Content starts

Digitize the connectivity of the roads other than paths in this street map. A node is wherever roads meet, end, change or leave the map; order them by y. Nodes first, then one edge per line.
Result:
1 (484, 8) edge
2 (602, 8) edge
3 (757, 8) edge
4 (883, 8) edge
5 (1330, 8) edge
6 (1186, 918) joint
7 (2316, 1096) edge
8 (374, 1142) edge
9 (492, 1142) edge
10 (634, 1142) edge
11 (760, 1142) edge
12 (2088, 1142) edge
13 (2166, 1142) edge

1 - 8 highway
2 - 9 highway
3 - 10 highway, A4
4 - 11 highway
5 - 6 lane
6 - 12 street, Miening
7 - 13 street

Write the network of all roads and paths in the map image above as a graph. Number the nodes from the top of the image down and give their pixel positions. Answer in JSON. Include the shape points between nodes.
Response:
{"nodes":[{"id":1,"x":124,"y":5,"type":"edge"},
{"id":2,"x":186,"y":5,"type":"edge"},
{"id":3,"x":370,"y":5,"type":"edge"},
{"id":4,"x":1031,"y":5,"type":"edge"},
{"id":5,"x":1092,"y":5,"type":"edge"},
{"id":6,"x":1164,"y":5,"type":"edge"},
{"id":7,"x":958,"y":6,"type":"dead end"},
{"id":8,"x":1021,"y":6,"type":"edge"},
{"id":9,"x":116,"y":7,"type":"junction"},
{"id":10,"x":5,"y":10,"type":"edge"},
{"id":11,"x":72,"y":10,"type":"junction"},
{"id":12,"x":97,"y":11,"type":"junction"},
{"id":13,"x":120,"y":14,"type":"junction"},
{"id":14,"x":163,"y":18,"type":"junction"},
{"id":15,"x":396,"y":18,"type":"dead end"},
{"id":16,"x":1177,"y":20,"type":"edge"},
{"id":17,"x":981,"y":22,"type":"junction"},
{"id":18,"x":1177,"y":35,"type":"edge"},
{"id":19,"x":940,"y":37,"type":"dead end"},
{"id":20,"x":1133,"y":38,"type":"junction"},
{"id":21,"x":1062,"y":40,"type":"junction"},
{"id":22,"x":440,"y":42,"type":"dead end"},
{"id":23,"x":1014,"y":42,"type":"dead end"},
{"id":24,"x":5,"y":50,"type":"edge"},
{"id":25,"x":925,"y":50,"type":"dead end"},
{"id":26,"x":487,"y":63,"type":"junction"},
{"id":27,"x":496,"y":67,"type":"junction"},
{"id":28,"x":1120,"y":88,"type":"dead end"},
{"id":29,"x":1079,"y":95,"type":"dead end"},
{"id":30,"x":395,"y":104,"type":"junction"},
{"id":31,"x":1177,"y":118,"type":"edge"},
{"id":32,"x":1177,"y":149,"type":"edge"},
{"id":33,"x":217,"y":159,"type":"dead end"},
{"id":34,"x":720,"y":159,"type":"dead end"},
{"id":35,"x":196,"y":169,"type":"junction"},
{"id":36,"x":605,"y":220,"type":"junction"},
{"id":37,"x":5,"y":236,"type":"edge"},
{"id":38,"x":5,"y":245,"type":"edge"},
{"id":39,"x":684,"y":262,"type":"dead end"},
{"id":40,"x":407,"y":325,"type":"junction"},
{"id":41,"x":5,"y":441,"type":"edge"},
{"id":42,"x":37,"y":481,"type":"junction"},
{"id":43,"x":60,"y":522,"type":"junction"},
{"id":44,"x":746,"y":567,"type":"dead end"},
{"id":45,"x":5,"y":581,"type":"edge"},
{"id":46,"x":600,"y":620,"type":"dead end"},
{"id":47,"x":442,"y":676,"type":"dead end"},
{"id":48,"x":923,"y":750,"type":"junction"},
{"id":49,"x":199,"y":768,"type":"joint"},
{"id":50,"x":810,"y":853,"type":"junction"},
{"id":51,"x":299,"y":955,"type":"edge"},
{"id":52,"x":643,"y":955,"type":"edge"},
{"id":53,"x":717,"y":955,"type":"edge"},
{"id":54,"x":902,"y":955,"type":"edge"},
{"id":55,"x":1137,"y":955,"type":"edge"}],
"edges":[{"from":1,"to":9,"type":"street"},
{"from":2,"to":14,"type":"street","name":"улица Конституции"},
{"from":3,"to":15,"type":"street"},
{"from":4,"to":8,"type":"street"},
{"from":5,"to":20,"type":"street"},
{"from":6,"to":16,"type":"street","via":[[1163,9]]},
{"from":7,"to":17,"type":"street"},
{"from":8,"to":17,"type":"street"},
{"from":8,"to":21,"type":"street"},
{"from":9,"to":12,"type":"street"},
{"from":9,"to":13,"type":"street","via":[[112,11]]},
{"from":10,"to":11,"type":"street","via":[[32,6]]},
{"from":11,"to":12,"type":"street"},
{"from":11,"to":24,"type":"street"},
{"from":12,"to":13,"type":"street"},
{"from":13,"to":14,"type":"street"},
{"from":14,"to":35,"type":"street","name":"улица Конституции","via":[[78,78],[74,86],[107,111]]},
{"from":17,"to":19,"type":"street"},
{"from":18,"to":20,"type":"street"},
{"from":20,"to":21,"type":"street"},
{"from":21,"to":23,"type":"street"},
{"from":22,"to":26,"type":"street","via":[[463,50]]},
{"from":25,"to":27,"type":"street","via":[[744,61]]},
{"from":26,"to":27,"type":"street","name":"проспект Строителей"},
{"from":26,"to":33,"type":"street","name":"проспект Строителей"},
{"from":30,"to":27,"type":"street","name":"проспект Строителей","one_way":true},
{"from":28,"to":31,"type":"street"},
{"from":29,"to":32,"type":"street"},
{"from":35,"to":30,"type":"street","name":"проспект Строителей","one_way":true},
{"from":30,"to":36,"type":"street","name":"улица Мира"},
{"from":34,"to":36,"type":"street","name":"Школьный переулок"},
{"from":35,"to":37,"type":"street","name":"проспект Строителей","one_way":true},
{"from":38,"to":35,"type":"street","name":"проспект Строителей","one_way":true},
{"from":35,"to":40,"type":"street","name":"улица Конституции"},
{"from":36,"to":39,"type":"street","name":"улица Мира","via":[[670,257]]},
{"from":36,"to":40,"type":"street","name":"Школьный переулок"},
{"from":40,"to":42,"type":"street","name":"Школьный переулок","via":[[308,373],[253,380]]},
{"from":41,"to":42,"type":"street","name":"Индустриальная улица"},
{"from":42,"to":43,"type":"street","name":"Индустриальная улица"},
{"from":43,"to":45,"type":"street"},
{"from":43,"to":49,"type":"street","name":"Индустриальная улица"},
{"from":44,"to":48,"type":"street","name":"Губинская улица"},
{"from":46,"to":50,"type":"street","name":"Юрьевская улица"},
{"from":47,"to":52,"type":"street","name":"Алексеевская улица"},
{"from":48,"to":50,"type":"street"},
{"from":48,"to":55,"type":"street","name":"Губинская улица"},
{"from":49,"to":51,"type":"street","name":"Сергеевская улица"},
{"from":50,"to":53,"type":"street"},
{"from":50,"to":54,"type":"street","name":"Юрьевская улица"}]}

Content ends

WORK REQUIRED: Every line above that holds "Школьный" should be copied out.

RESULT OF THE TASK:
{"from":34,"to":36,"type":"street","name":"Школьный переулок"},
{"from":36,"to":40,"type":"street","name":"Школьный переулок"},
{"from":40,"to":42,"type":"street","name":"Школьный переулок","via":[[308,373],[253,380]]},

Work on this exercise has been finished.